== Problem to work on ==
After reading the data, copy it out in full and exactly.

== Information provided ==

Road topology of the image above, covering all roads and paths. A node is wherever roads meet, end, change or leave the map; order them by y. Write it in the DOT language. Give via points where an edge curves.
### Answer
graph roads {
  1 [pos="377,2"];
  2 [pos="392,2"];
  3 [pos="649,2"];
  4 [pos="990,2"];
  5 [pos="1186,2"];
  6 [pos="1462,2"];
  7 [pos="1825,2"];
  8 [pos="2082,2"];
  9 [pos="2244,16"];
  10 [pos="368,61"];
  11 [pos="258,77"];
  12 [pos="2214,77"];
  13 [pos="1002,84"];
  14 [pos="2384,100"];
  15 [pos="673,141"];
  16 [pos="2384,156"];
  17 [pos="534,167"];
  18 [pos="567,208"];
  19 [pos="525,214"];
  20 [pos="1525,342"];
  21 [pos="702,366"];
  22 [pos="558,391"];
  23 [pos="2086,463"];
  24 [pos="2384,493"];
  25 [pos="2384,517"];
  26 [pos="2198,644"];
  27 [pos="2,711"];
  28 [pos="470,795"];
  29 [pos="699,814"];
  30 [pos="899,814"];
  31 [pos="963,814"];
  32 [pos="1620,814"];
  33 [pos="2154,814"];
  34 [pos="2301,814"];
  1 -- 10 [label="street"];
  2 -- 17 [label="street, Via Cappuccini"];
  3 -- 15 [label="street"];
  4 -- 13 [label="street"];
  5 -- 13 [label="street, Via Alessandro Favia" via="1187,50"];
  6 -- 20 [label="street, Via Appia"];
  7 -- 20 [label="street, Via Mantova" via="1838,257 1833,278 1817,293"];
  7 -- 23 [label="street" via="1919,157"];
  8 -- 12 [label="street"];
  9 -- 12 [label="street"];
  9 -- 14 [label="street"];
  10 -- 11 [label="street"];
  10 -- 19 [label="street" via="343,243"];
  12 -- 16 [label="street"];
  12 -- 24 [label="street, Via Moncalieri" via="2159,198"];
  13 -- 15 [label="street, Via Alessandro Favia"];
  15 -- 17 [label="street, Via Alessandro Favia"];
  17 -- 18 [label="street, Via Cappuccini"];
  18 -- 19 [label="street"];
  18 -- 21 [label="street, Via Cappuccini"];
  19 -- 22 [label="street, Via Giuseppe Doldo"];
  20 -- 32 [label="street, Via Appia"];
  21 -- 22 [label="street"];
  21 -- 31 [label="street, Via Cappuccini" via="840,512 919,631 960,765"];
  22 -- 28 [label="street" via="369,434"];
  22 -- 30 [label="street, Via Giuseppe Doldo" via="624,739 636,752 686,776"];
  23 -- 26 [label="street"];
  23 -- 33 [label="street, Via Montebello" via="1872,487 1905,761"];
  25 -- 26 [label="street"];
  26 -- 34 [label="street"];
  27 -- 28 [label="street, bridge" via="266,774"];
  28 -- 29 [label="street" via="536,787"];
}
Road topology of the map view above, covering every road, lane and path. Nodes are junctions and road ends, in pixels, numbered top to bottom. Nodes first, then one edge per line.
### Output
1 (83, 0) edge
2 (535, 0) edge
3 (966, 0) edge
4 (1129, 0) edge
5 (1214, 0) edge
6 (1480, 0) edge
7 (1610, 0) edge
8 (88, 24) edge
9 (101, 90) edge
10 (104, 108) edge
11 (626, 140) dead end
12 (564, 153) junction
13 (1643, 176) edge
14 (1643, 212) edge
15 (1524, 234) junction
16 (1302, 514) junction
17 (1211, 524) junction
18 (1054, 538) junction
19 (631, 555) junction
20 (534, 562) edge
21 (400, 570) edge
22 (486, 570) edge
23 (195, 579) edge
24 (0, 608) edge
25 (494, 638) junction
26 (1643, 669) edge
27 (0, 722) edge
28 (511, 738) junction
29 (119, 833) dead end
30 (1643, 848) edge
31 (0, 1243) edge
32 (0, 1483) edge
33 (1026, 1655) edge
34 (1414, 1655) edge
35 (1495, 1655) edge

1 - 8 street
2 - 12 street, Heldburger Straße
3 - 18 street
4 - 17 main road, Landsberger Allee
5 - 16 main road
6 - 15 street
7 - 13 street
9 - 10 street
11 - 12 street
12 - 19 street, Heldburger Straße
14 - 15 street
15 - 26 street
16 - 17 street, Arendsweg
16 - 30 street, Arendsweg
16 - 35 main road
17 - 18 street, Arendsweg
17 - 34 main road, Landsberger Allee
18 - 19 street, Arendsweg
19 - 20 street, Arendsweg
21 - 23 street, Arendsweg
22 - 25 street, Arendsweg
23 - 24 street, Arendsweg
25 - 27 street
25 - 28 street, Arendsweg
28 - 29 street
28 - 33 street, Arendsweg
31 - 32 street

== Task output ==
Road topology of the image above, covering all roads and paths. A node is wherever roads meet, end, change or leave the map; order them by y. Write it in the DOT language. Give via points where an edge curves.
### Answer
graph roads {
  1 [pos="377,2"];
  2 [pos="392,2"];
  3 [pos="649,2"];
  4 [pos="990,2"];
  5 [pos="1186,2"];
  6 [pos="1462,2"];
  7 [pos="1825,2"];
  8 [pos="2082,2"];
  9 [pos="2244,16"];
  10 [pos="368,61"];
  11 [pos="258,77"];
  12 [pos="2214,77"];
  13 [pos="1002,84"];
  14 [pos="2384,100"];
  15 [pos="673,141"];
  16 [pos="2384,156"];
  17 [pos="534,167"];
  18 [pos="567,208"];
  19 [pos="525,214"];
  20 [pos="1525,342"];
  21 [pos="702,366"];
  22 [pos="558,391"];
  23 [pos="2086,463"];
  24 [pos="2384,493"];
  25 [pos="2384,517"];
  26 [pos="2198,644"];
  27 [pos="2,711"];
  28 [pos="470,795"];
  29 [pos="699,814"];
  30 [pos="899,814"];
  31 [pos="963,814"];
  32 [pos="1620,814"];
  33 [pos="2154,814"];
  34 [pos="2301,814"];
  1 -- 10 [label="street"];
  2 -- 17 [label="street, Via Cappuccini"];
  3 -- 15 [label="street"];
  4 -- 13 [label="street"];
  5 -- 13 [label="street, Via Alessandro Favia" via="1187,50"];
  6 -- 20 [label="street, Via Appia"];
  7 -- 20 [label="street, Via Mantova" via="1838,257 1833,278 1817,293"];
  7 -- 23 [label="street" via="1919,157"];
  8 -- 12 [label="street"];
  9 -- 12 [label="street"];
  9 -- 14 [label="street"];
  10 -- 11 [label="street"];
  10 -- 19 [label="street" via="343,243"];
  12 -- 16 [label="street"];
  12 -- 24 [label="street, Via Moncalieri" via="2159,198"];
  13 -- 15 [label="street, Via Alessandro Favia"];
  15 -- 17 [label="street, Via Alessandro Favia"];
  17 -- 18 [label="street, Via Cappuccini"];
  18 -- 19 [label="street"];
  18 -- 21 [label="street, Via Cappuccini"];
  19 -- 22 [label="street, Via Giuseppe Doldo"];
  20 -- 32 [label="street, Via Appia"];
  21 -- 22 [label="street"];
  21 -- 31 [label="street, Via Cappuccini" via="840,512 919,631 960,765"];
  22 -- 28 [label="street" via="369,434"];
  22 -- 30 [label="street, Via Giuseppe Doldo" via="624,739 636,752 686,776"];
  23 -- 26 [label="street"];
  23 -- 33 [label="street, Via Montebello" via="1872,487 1905,761"];
  25 -- 26 [label="street"];
  26 -- 34 [label="street"];
  27 -- 28 [label="street, bridge" via="266,774"];
  28 -- 29 [label="street" via="536,787"];
}
Road topology of the map view above, covering every road, lane and path. Nodes are junctions and road ends, in pixels, numbered top to bottom. Nodes first, then one edge per line.
### Output
1 (83, 0) edge
2 (535, 0) edge
3 (966, 0) edge
4 (1129, 0) edge
5 (1214, 0) edge
6 (1480, 0) edge
7 (1610, 0) edge
8 (88, 24) edge
9 (101, 90) edge
10 (104, 108) edge
11 (626, 140) dead end
12 (564, 153) junction
13 (1643, 176) edge
14 (1643, 212) edge
15 (1524, 234) junction
16 (1302, 514) junction
17 (1211, 524) junction
18 (1054, 538) junction
19 (631, 555) junction
20 (534, 562) edge
21 (400, 570) edge
22 (486, 570) edge
23 (195, 579) edge
24 (0, 608) edge
25 (494, 638) junction
26 (1643, 669) edge
27 (0, 722) edge
28 (511, 738) junction
29 (119, 833) dead end
30 (1643, 848) edge
31 (0, 1243) edge
32 (0, 1483) edge
33 (1026, 1655) edge
34 (1414, 1655) edge
35 (1495, 1655) edge

1 - 8 street
2 - 12 street, Heldburger Straße
3 - 18 street
4 - 17 main road, Landsberger Allee
5 - 16 main road
6 - 15 street
7 - 13 street
9 - 10 street
11 - 12 street
12 - 19 street, Heldburger Straße
14 - 15 street
15 - 26 street
16 - 17 street, Arendsweg
16 - 30 street, Arendsweg
16 - 35 main road
17 - 18 street, Arendsweg
17 - 34 main road, Landsberger Allee
18 - 19 street, Arendsweg
19 - 20 street, Arendsweg
21 - 23 street, Arendsweg
22 - 25 street, Arendsweg
23 - 24 street, Arendsweg
25 - 27 street
25 - 28 street, Arendsweg
28 - 29 street
28 - 33 street, Arendsweg
31 - 32 street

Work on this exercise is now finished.